In their paper, Schwartz and colleagues review the risk factors for
depression and suicide in patients with cancer and argue convincingly that
screening for depression can be simply and quickly performed. They also
delineate the efficacy and potential adverse effects of psychotherapeutic or
psychopharmacologic treatments for these patients. Buttressing the
identification and treatment of depression in the cancer patient are vital,
ongoing scientific developments that flow from an increased understanding of
interactions among the brain, endocrine system, and immune system. This rapidly
evolving body of neurobiological knowledge has catalyzed fundamental changes in
how we conceptualize depression in cancer patients and has important
ramifications regarding the treatment and prevention of depressive syndromes in
this setting.

HPA Axis Hyperactivity

Indeed, recent advances in biological psychiatry have included discoveries of
neurochemical, neuroendocrine, and neuroanatomic alterations in patients with
major depression.
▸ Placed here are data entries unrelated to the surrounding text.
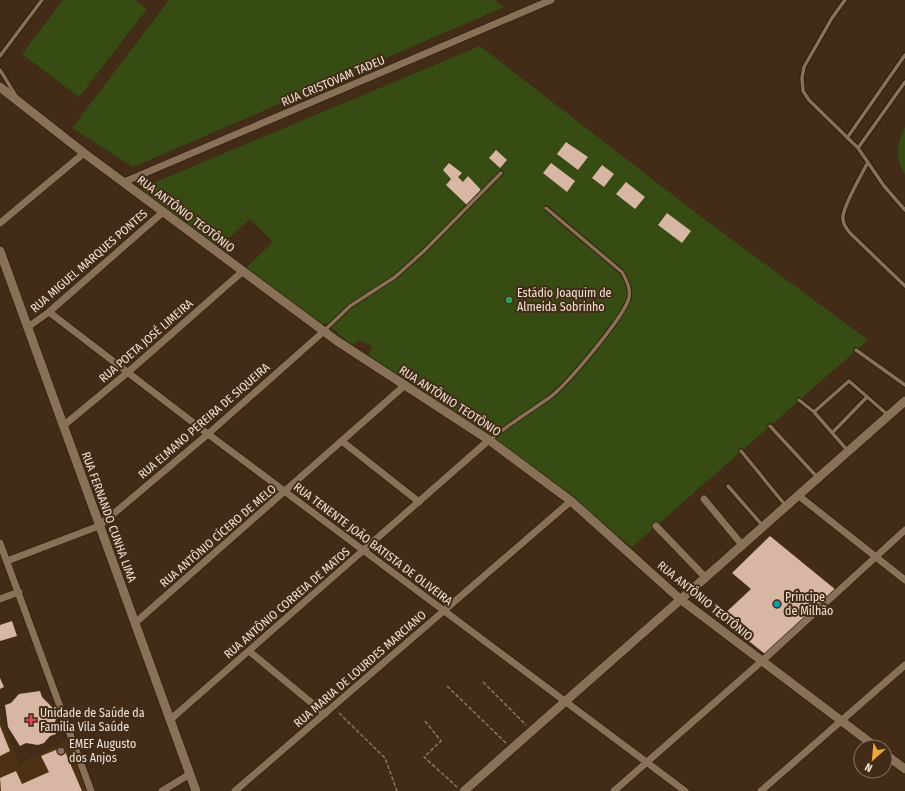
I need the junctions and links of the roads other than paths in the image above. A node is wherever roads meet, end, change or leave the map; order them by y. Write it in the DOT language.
graph roads {
  1 [pos="42,0"];
  2 [pos="551,0"];
  3 [pos="845,0"];
  4 [pos="905,54"];
  5 [pos="0,56"];
  6 [pos="0,70"];
  7 [pos="905,82"];
  8 [pos="0,87"];
  9 [pos="20,104"];
  10 [pos="847,138"];
  11 [pos="858,148"];
  12 [pos="84,153"];
  13 [pos="868,162"];
  14 [pos="501,173"];
  15 [pos="124,182"];
  16 [pos="546,208"];
  17 [pos="905,210"];
  18 [pos="164,212"];
  19 [pos="0,223"];
  20 [pos="0,251"];
  21 [pos="243,271"];
  22 [pos="3,272"];
  23 [pos="905,286"];
  24 [pos="49,312"];
  25 [pos="28,327"];
  26 [pos="323,332"];
  27 [pos="856,350"];
  28 [pos="127,373"];
  29 [pos="905,385"];
  30 [pos="404,386"];
  31 [pos="867,397"];
  32 [pos="799,400"];
  33 [pos="905,401"];
  34 [pos="814,412"];
  35 [pos="888,416"];
  36 [pos="63,426"];
  37 [pos="770,426"];
  38 [pos="832,433"];
  39 [pos="208,434"];
  40 [pos="489,440"];
  41 [pos="343,442"];
  42 [pos="742,451"];
  43 [pos="848,452"];
  44 [pos="818,478"];
  45 [pos="728,486"];
  46 [pos="286,491"];
  47 [pos="799,496"];
  48 [pos="704,499"];
  49 [pos="571,501"];
  50 [pos="419,502"];
  51 [pos="786,507"];
  52 [pos="98,526"];
  53 [pos="656,526"];
  54 [pos="763,527"];
  55 [pos="905,530"];
  56 [pos="0,543"];
  57 [pos="743,546"];
  58 [pos="365,551"];
  59 [pos="875,558"];
  60 [pos="7,561"];
  61 [pos="706,578"];
  62 [pos="905,580"];
  63 [pos="19,592"];
  64 [pos="0,599"];
  65 [pos="680,599"];
  66 [pos="444,611"];
  67 [pos="135,623"];
  68 [pos="249,652"];
  69 [pos="762,661"];
  70 [pos="905,665"];
  71 [pos="566,701"];
  72 [pos="325,714"];
  73 [pos="171,719"];
  74 [pos="842,721"];
  75 [pos="866,739"];
  76 [pos="893,760"];
  77 [pos="647,762"];
  78 [pos="905,769"];
  79 [pos="190,774"];
  80 [pos="91,791"];
  81 [pos="162,791"];
  82 [pos="196,791"];
  83 [pos="235,791"];
  84 [pos="463,791"];
  85 [pos="614,791"];
  86 [pos="685,791"];
  87 [pos="761,791"];
  1 -- 5 [label="lane"];
  2 -- 15 [label="street, RUA CRISTOVAM TADEU"];
  3 -- 10 [label="lane"];
  4 -- 10 [label="lane"];
  6 -- 9 [label="lane"];
  7 -- 11 [label="lane"];
  8 -- 9 [label="street, RUA ANTÔNIO TEOTÔNIO"];
  9 -- 12 [label="street, RUA ANTÔNIO TEOTÔNIO"];
  10 -- 11 [label="lane"];
  11 -- 13 [label="lane"];
  12 -- 15 [label="street, RUA ANTÔNIO TEOTÔNIO"];
  12 -- 19 [label="street"];
  13 -- 17 [label="lane"];
  13 -- 23 [label="lane"];
  14 -- 26 [label="lane"];
  15 -- 18 [label="street, RUA ANTÔNIO TEOTÔNIO"];
  16 -- 40 [label="lane"];
  18 -- 21 [label="street, RUA ANTÔNIO TEOTÔNIO"];
  18 -- 24 [label="street, RUA MIGUEL MARQUES PONTES"];
  20 -- 22 [label="street, RUA FERNANDO CUNHA LIMA"];
  21 -- 26 [label="street, RUA ANTÔNIO TEOTÔNIO"];
  21 -- 28 [label="street, RUA POETA JOSÉ LIMEIRA"];
  22 -- 25 [label="street, RUA FERNANDO CUNHA LIMA"];
  24 -- 25 [label="street, RUA MIGUEL MARQUES PONTES"];
  24 -- 28 [label="street, RUA TENENTE JOÃO BATISTA DE OLIVEIRA"];
  25 -- 36 [label="street, RUA FERNANDO CUNHA LIMA"];
  26 -- 30 [label="street, RUA ANTÔNIO TEOTÔNIO"];
  26 -- 39 [label="street, RUA ELMANO PEREIRA DE SIQUEIRA"];
  27 -- 29 [label="lane"];
  28 -- 36 [label="street, RUA POETA JOSÉ LIMEIRA"];
  28 -- 39 [label="street, RUA TENENTE JOÃO BATISTA DE OLIVEIRA"];
  30 -- 40 [label="street, RUA ANTÔNIO TEOTÔNIO"];
  30 -- 41 [label="street, RUA ANTÔNIO CÍCERO DE MELO"];
  31 -- 34 [label="lane"];
  31 -- 35 [label="lane"];
  31 -- 38 [label="lane"];
  32 -- 34 [label="lane"];
  33 -- 35 [label="street"];
  34 -- 38 [label="lane"];
  35 -- 43 [label="street"];
  36 -- 52 [label="street, RUA FERNANDO CUNHA LIMA"];
  37 -- 44 [label="lane"];
  38 -- 43 [label="lane"];
  39 -- 46 [label="street, RUA TENENTE JOÃO BATISTA DE OLIVEIRA"];
  39 -- 52 [label="street, RUA ELMANO PEREIRA DE SIQUEIRA"];
  40 -- 49 [label="street, RUA ANTÔNIO TEOTÔNIO"];
  40 -- 50 [label="street, RUA ANTÔNIO CORREIA DE MATOS"];
  41 -- 46 [label="street, RUA ANTÔNIO CÍCERO DE MELO"];
  41 -- 50 [label="street"];
  42 -- 51 [label="lane"];
  43 -- 44 [label="street"];
  44 -- 47 [label="street"];
  45 -- 54 [label="lane"];
  46 -- 58 [label="street, RUA TENENTE JOÃO BATISTA DE OLIVEIRA"];
  46 -- 67 [label="street, RUA ANTÔNIO CÍCERO DE MELO"];
  47 -- 51 [label="street"];
  47 -- 59 [label="street"];
  48 -- 57 [label="street"];
  49 -- 65 [label="street, RUA ANTÔNIO TEOTÔNIO"];
  49 -- 66 [label="street, RUA MARIA DE LOURDES MARCIANO"];
  50 -- 58 [label="street, RUA ANTÔNIO CORREIA DE MATOS"];
  51 -- 54 [label="street"];
  52 -- 60 [label="street, RUA ELMANO PEREIRA DE SIQUEIRA"];
  52 -- 67 [label="street, RUA FERNANDO CUNHA LIMA"];
  53 -- 61 [label="street"];
  54 -- 57 [label="street"];
  55 -- 59 [label="street"];
  56 -- 60 [label="street"];
  57 -- 61 [label="street"];
  58 -- 66 [label="street, RUA TENENTE JOÃO BATISTA DE OLIVEIRA"];
  58 -- 68 [label="street, RUA ANTÔNIO CORREIA DE MATOS"];
  59 -- 62 [label="street"];
  59 -- 69 [label="street"];
  60 -- 63 [label="street"];
  61 -- 65 [label="street"];
  63 -- 64 [label="street"];
  63 -- 80 [label="street"];
  65 -- 69 [label="street, RUA ANTÔNIO TEOTÔNIO"];
  65 -- 71 [label="street"];
  66 -- 71 [label="street, RUA TENENTE JOÃO BATISTA DE OLIVEIRA"];
  66 -- 72 [label="street, RUA MARIA DE LOURDES MARCIANO"];
  67 -- 73 [label="street, RUA FERNANDO CUNHA LIMA"];
  68 -- 72 [label="street"];
  68 -- 73 [label="street, RUA ANTÔNIO CORREIA DE MATOS"];
  69 -- 74 [label="street, RUA ANTÔNIO TEOTÔNIO"];
  69 -- 77 [label="street"];
  70 -- 74 [label="street"];
  71 -- 77 [label="street, RUA TENENTE JOÃO BATISTA DE OLIVEIRA"];
  71 -- 84 [label="street"];
  72 -- 83 [label="street, RUA MARIA DE LOURDES MARCIANO"];
  73 -- 79 [label="street, RUA FERNANDO CUNHA LIMA"];
  74 -- 75 [label="street, RUA ANTÔNIO TEOTÔNIO"];
  74 -- 87 [label="street"];
  76 -- 78 [label="street"];
  77 -- 85 [label="street"];
  77 -- 86 [label="street, RUA TENENTE JOÃO BATISTA DE OLIVEIRA"];
  79 -- 81 [label="street"];
  79 -- 82 [label="street, RUA FERNANDO CUNHA LIMA"];
}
Such findings include hypothalamic-pituitary-adrenal axis
hyperactivity, alterations of the hypothalamic-pituitary-thyroid axis,
diminished serotonergic neurotransmission, structural and functional brain
abnormalities, impaired sleep architecture, and activation of the immune
system.[1]

Although few of these biological alterations have been systematically
investigated in medically ill patients, certain effects have been observed in
cancer patients with comorbid depression—notably hyperactivity of the
hypothalamic-pituitary-adrenal (HPA) axis,[2-4] as manifested by nonsuppression
of plasma cortisol concentrations following dexamethasone administration, and
increased immune activity, as manifested by elevated levels of proinflammatory
cytokines [4].

HPA axis hyperactivity in patients with cancer and comorbid depression is
likely due, at least in part, to central nervous system (CNS) hypersecretion of
corticotropin-releasing factor (CRF). The preeminent CNS stress hormone, CRF is
located in neurons both inside and outside the hypothalamus. Within the
hypothalamus, CRF-containing neurons that project from the paraventricular
nucleus to the median eminence[5] control the secretion of adrenocorticotropic
hormone (ACTH) and beta-endorphin from the anterior pituitary[6]; ACTH, in turn,
stimulates cortisol secretion from the adrenal cortex. In addition to its
neuroendocrine role in extrahypothalamic circuits throughout the nervous system,
CRF also coordinates behavioral, autonomic, and immune responses to stress.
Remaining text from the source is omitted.